Supporting 60+ IR protocols across 12 major brands (Daikin, Mitsubishi, LG, Samsung, Panasonic, and more), this DIY IoT hardware project provides universal remote control functionality with temperature monitoring and web-based configuration.
Originally developed as NextAir in 2016-2019, this simplified open-source release focuses on reliable IR signal relay without proprietary energy-saving features.
NextAir / AirBridge prototype during real-world operation (2017)
AirBridge is an ESP8266-based WiFi-to-IR bridge that allows you to control your air conditioner remotely. This is the open-source edition that provides universal IR signal relay functionality for 60+ AC protocols.
This is AirBridge v2.0 - the open-source edition.
What's Included:
- ✅ IR signal detection and relay
- ✅ WiFi connectivity and web configuration
- ✅ Temperature sensor display (optional)
- ✅ Support for 12+ AC brands (60+ protocols)
What's NOT Included (Available in Commercial Version):
- ❌ Smart energy-saving algorithms (certified 20-50% savings)
- ❌ Baseline learning and adaptation
- ❌ Automatic power cutting
- ❌ Remote monitoring (MQTT)
- ❌ Predictive maintenance
- ❌ Professional support
Commercial Version: For the full-featured version with patented energy-saving technology, visit https://wenext.net/
3D rendering of the third-generation design for NextAir / AirBridge (2019)
AirBridge v2.0 acts as a WiFi-to-IR bridge for your air conditioner:
- Receives IR signals from your existing AC remote
- Relays them to your AC unit via WiFi-controlled IR transmitter
- Displays temperature from optional DS18B20 sensors
- Web interface for configuration and status
Simple.

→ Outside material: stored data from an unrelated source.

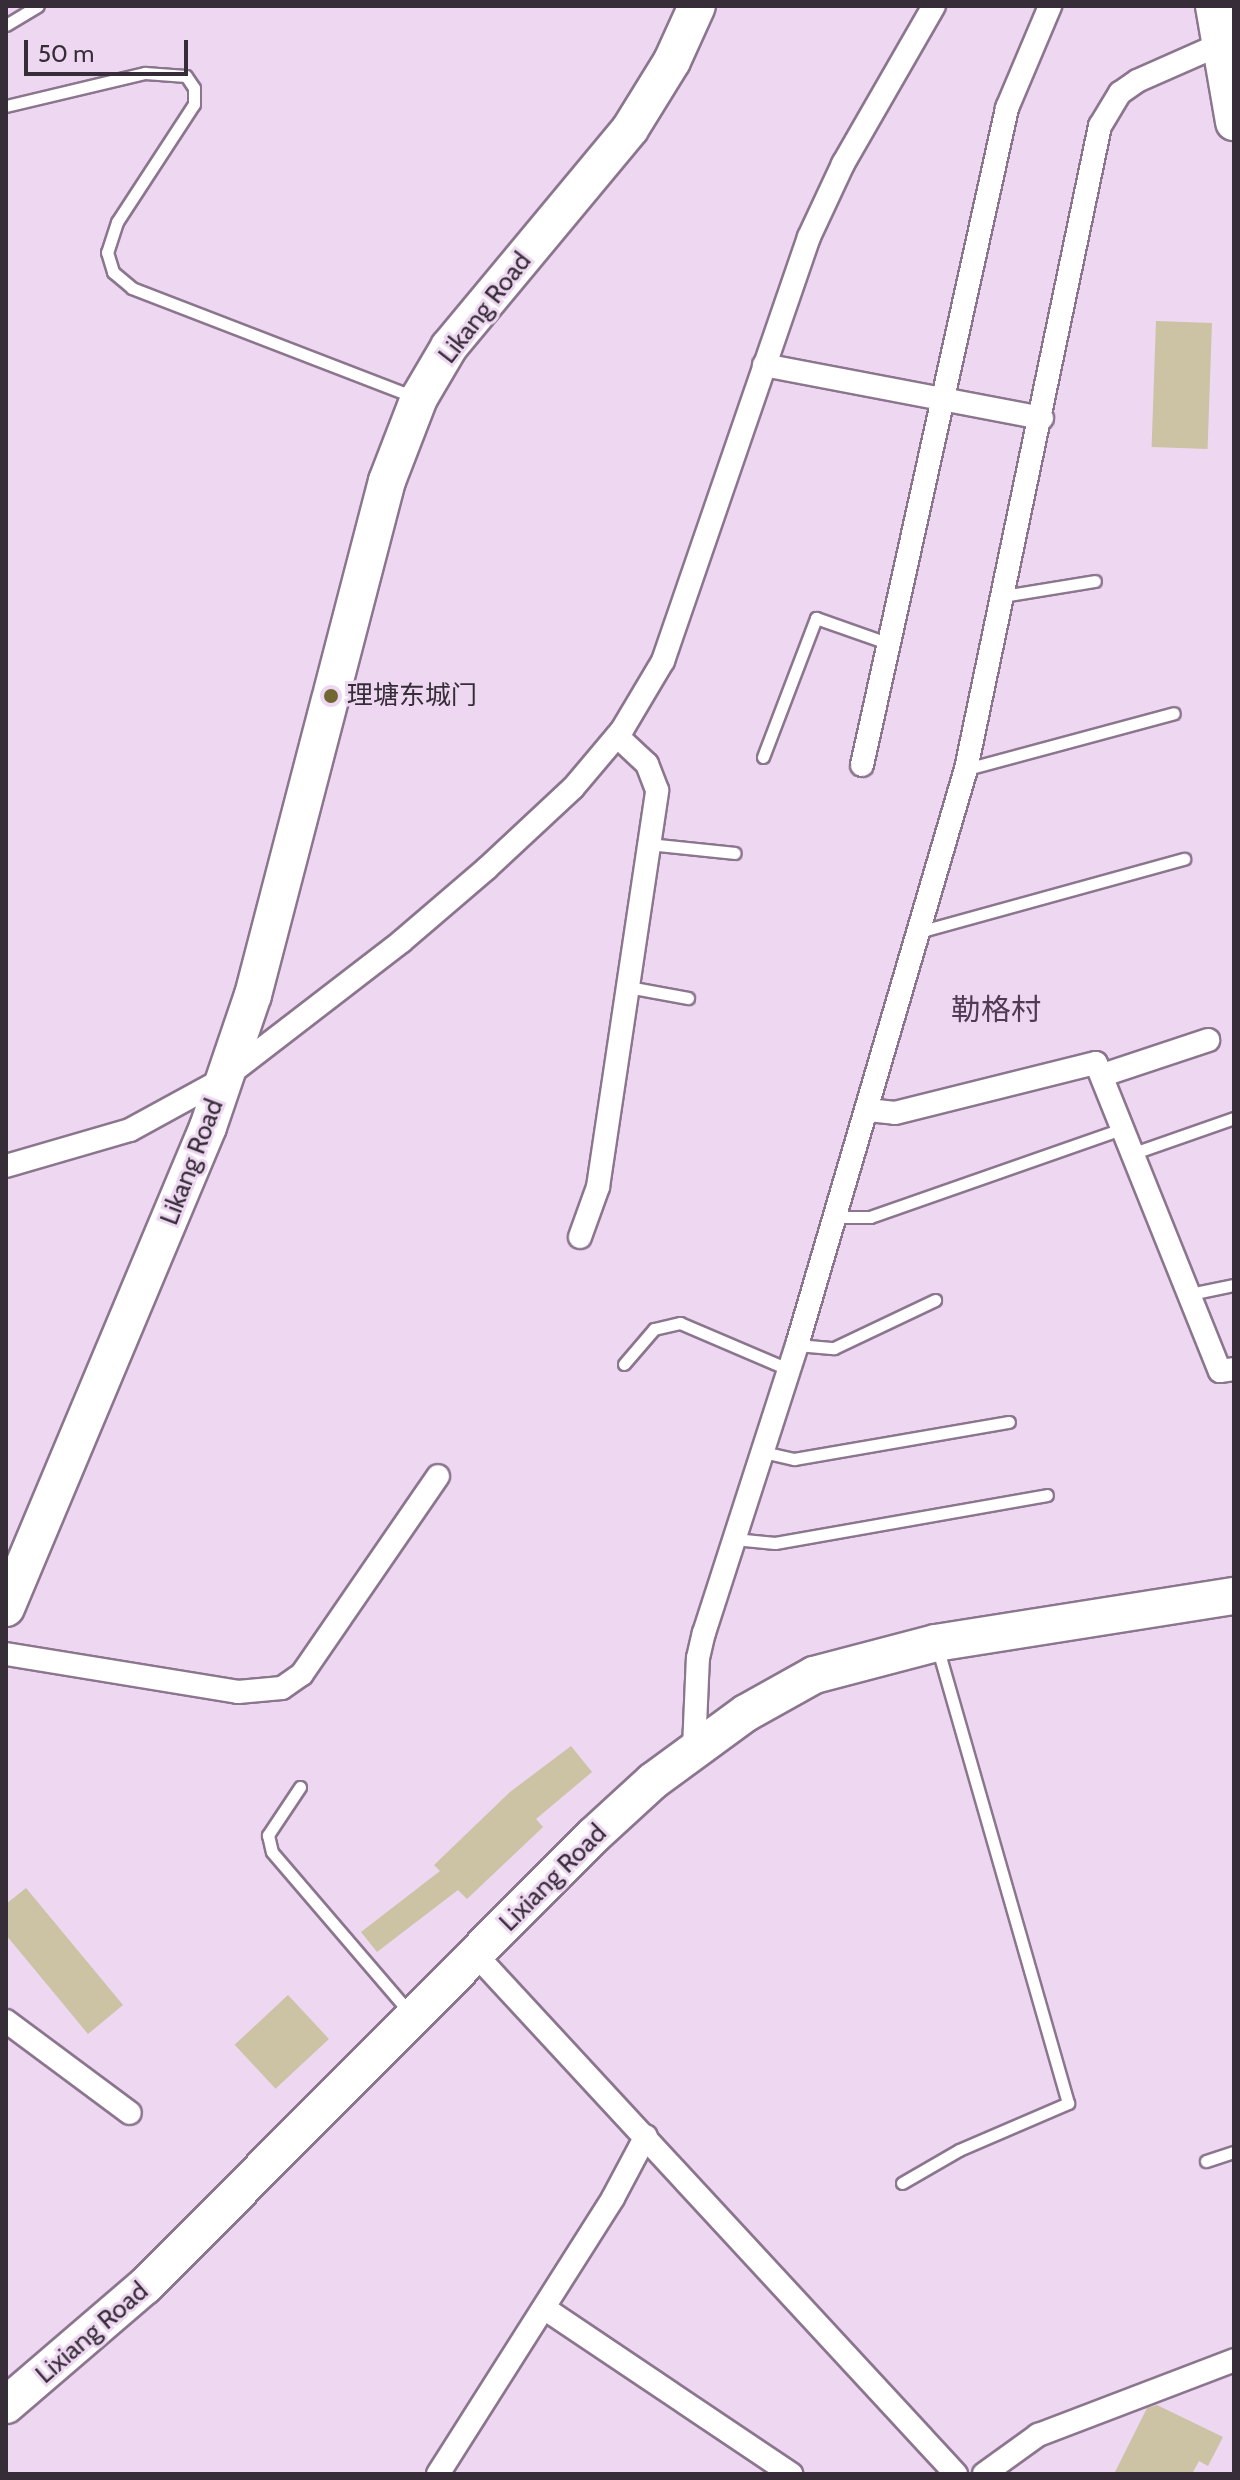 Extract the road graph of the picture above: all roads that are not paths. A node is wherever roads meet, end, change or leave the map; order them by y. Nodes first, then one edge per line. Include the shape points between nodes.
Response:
1 (38, 6) edge
2 (697, 6) edge
3 (934, 6) edge
4 (1050, 6) edge
5 (1214, 6) edge
6 (6, 25) edge
7 (1221, 44) junction
8 (6, 106) edge
9 (1234, 122) edge
10 (764, 365) junction
11 (419, 398) junction
12 (946, 400) junction
13 (1042, 418) junction
14 (1095, 581) dead end
15 (1003, 596) junction
16 (890, 644) junction
17 (1174, 713) dead end
18 (617, 736) junction
19 (763, 757) dead end
20 (862, 765) dead end
21 (966, 769) junction
22 (649, 844) junction
23 (735, 853) dead end
24 (1184, 859) dead end
25 (922, 931) junction
26 (628, 987) junction
27 (688, 998) dead end
28 (1208, 1040) dead end
29 (1103, 1075) junction
30 (223, 1079) junction
31 (868, 1110) junction
32 (1234, 1118) edge
33 (1124, 1128) junction
34 (1134, 1153) junction
35 (6, 1166) edge
36 (836, 1217) junction
37 (580, 1237) dead end
38 (1234, 1285) edge
39 (1190, 1294) junction
40 (935, 1300) dead end
41 (797, 1345) junction
42 (624, 1364) dead end
43 (1234, 1369) edge
44 (790, 1370) junction
45 (1009, 1422) dead end
46 (763, 1452) junction
47 (438, 1476) dead end
48 (1047, 1495) dead end
49 (734, 1539) junction
50 (1234, 1596) edge
51 (6, 1608) edge
52 (936, 1643) junction
53 (6, 1654) edge
54 (694, 1748) junction
55 (300, 1787) dead end
56 (477, 1956) junction
57 (416, 2020) junction
58 (6, 2021) edge
59 (130, 2113) dead end
60 (646, 2136) junction
61 (1234, 2152) edge
62 (1206, 2161) dead end
63 (902, 2183) dead end
64 (544, 2308) junction
65 (1234, 2360) edge
66 (6, 2405) edge
67 (438, 2474) edge
68 (791, 2474) edge
69 (956, 2474) edge
70 (984, 2474) edge

1 - 6 lane
2 - 11 main road, Likang Road via 661,81 630,129 449,347
3 - 10 street via 829,194
4 - 12 street via 1007,108
5 - 7 main road
7 - 9 main road
7 - 13 street via 1137,81 1108,109 1100,126
8 - 11 lane via 145,73 186,76 194,88 194,104 117,222 107,252 113,272 132,288
10 - 12 street
10 - 18 street via 663,661
11 - 30 main road, Likang Road via 387,481 253,995
12 - 13 street
12 - 16 street
13 - 15 street
14 - 15 lane
15 - 21 street
16 - 19 lane via 816,618
16 - 20 street
17 - 21 lane
18 - 22 street via 656,778
18 - 30 street via 573,788 486,869 391,951
21 - 25 street
22 - 23 lane
22 - 26 street
24 - 25 lane
25 - 31 street
26 - 27 lane
26 - 37 street via 598,1187
28 - 29 street
29 - 31 street via 1096,1063 1086,1062 895,1113
29 - 33 street
30 - 35 street via 130,1130
30 - 51 main road, Likang Road via 191,1173
31 - 36 street
32 - 34 lane
33 - 34 street
33 - 36 lane via 870,1217
34 - 39 street
36 - 41 street
38 - 39 lane
39 - 43 street via 1220,1371
40 - 41 lane via 834,1348
41 - 44 street
42 - 44 lane via 654,1329 680,1323
44 - 46 street
45 - 46 lane via 794,1459
46 - 49 street
47 - 53 street via 302,1674 282,1688 238,1692
48 - 49 lane via 775,1543
49 - 54 street via 698,1658
50 - 52 main road, Lixiang Road
52 - 54 main road, Lixiang Road via 814,1675
52 - 63 lane via 1068,2103 959,2150
54 - 56 main road, Lixiang Road via 593,1836
55 - 57 lane via 268,1835 272,1852
56 - 57 main road, Lixiang Road
56 - 60 street
57 - 66 main road, Lixiang Road via 145,2286
58 - 59 street
60 - 64 street
60 - 69 street
61 - 62 lane
64 - 67 street
64 - 68 street
65 - 70 street via 1038,2435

No intelligence. No automatic control.
-
Universal IR Protocol Support - Works with 12+ major AC brands:
- Carrier, Daikin, Haier, Hitachi, LG, Mitsubishi
- Panasonic, Saijo Denki, Samsung, Sharp, Toshiba, and more
- 60+ remote control protocols supported
-
WiFi Configuration - Easy setup via web portal
- Connect to "NextAir_XXXX" network
- Configure your home WiFi
- Access device status via web browser
-
Temperature Monitoring (Optional)
- Supports up to 2x DS18B20 sensors
- Display only - no automatic control
- Shows room and coil temperatures
-
Status LEDs
- Green: IR signal activity
- Yellow: System status/warnings
The hardware (2019) features two temperature sensors, an infrared receiver, and a transmitter : NextAir
- ESP8266 Microcontroller (NodeMCU, Wemos D1 Mini, or similar)
- IR Receiver Module (38kHz, e.g., TSOP4838)
- IR Transmitter LED (38kHz, e.g., TSAL6200)
- 2x Status LEDs (Green and Yellow)
- Power Supply (5V USB or AC adapter)
- 2x DS18B20 Temperature Sensors (for temperature display)
- 4.7kΩ Resistor (pull-up for DS18B20)
- Resistors for LEDs (220Ω recommended)
GPIO2 → DS18B20 Sensors (1-Wire, optional)
GPIO4 → IR Receiver
GPIO5 → IR Transmitter LED
GPIO12 → Yellow Status LED
GPIO14 → Green Status LED
Flashing new firmware on the second model of NextAir / AirBridge
- Connect IR receiver to GPIO4
- Connect IR transmitter LED to GPIO5 (with current-limiting resistor ~100-220Ω)
- Connect status LEDs to GPIO12 (yellow) and GPIO14 (green)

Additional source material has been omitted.